Lebanon selects deputy prosecutor for Special Tribunal
Identity of citizen to be kept secret for now
Lebanon has chosen the deputy prosecutor for the Special Tribunal for Lebanon, although authorities will not reveal the individual’s name until early next week for security reasons, sources at the Justice Ministry and the tribunal told The Daily Star on Thursday.
The Lebanese citizen will move to the tribunal’s headquarters in a suburb of Holland’s The Hague as soon as possible, while tribunal prosecutor Daniel Bellemare remains home in Canada receiving medical treatment for an undisclosed illness, said tribunal acting registrar Herman von Hebel. The tribunal was created by the UN Security Council in May 2007 and was officially established on March 1 this year, in order to try suspects in the February 2005 assassination of former Prime Minister Rafik Hariri as well as suspects in related political violence.
Bellemare, who previously headed the international commission investigating Hariri’s killing, has not fixed a date for his return, which depends entirely on his health, von Hebel added. Bellemare’s absence and the lack of the Lebanese deputy prosecutor have not adversely affected the course of the investigation, which Bellemare has supervised from Canada, von Hebel said.
“All work is going on as scheduled,” von Hebel said in his first interview as the tribunal’s acting registrar.
The tribunal recently received approval from its management committee to hire some 30 to 40 more staff for the prosecutor’s office, which employs the majority of the court’s staff of roughly 180 people, he said.
“We are intensifying our recruitment, in particular for investigators for the prosecutor’s office,” he added. “For the time being, the focus is really on the investigative side.”
Tribunal officials have never commented on the status of the investigation, but no one is in custody in connection with any of the incidents under the tribunal’s jurisdiction, which stretches from the October 2004 assassination attempt on former Telecommunications Minister Marwan Hamadeh to the January 2008 killing of Internal Security Forces Captain Wissam Eid.
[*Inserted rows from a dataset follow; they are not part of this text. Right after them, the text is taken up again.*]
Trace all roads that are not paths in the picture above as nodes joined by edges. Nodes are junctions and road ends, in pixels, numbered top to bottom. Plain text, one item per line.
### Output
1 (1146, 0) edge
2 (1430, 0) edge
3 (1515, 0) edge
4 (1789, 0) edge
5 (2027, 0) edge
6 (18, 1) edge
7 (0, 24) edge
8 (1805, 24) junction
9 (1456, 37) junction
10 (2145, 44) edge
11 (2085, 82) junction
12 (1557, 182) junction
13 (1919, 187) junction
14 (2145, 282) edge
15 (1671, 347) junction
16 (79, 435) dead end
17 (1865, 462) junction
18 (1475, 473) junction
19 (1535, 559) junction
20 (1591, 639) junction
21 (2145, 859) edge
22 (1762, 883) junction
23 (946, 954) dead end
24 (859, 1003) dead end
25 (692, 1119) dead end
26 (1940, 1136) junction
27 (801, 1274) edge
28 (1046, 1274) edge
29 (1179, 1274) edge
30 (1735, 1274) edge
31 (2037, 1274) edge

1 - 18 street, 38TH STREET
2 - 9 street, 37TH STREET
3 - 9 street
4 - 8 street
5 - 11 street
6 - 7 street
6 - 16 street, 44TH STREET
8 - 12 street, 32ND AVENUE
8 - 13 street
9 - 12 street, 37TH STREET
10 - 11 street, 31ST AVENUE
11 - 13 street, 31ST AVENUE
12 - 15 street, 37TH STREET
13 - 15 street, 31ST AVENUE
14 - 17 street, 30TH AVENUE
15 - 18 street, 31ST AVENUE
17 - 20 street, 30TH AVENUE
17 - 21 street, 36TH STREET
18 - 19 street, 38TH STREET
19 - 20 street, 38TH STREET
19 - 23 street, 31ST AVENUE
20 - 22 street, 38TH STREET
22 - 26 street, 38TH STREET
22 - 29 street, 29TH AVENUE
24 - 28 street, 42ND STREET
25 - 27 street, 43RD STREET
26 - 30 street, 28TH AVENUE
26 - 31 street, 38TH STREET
The tribunal, meanwhile, is proceeding with plans to finish by February 2010 the construction of a courtroom to try prospective defendants, von Hebel said. Demolition has begun of the gymnasium in the former Dutch intelligence building which houses the tribunal, and construction of the courtroom in that space should commence soon, he added. The building project includes a public viewing area, a media center for journalists and a holding area for defendants, von Hebel said.
“The expectation is that by the end of January we will have a courtroom,” he said, adding that equipment testing would occupy the first part of next February. “I’m quite confident that we are very much on track.”
UN officials continue raising funds for the tribunal’s $65 million budget for 2010, 49 percent of which will come from the Lebanese state, as stipulated in the tribunal’s charter, von Hebel said. The tribunal has received more than $10 million in pledges for next year, led by a $6-million pledge from the US. The registrar said he expected other members of the court’s management committee – which includes the UK, France, Germany and the Netherlands – each to contribute at least $1 million.
“We are quite confident that we will have sufficient funds available next year,” said von Hebel, adding that this tribunal differed from his previous post as registrar of the Special Court for Sierra Leone, where he witnessed an annual challenge to raise contributions. “The financial condition of this court is much sounder than what I was used to.”
Von Hebel, a Dutch lawyer who also spent five years with the International Criminal Tribunal for the former Yugoslavia (ICTY), is serving as acting registrar between the July 1 departure of former registrar Robin Vincent and the August 26 arrival of new registrar David Tolbert. Von Hebel, who also helped with the establishment of the International Criminal Court during his 10 years at the Dutch Foreign Ministry, will stay on at the tribunal as deputy registrar after the arrival of Tolbert, an American who also worked at the ICTY and served as UN Secretary General Ban Ki-moon’s special expert on
UN assistance to the Special Tribunal for Cambodia.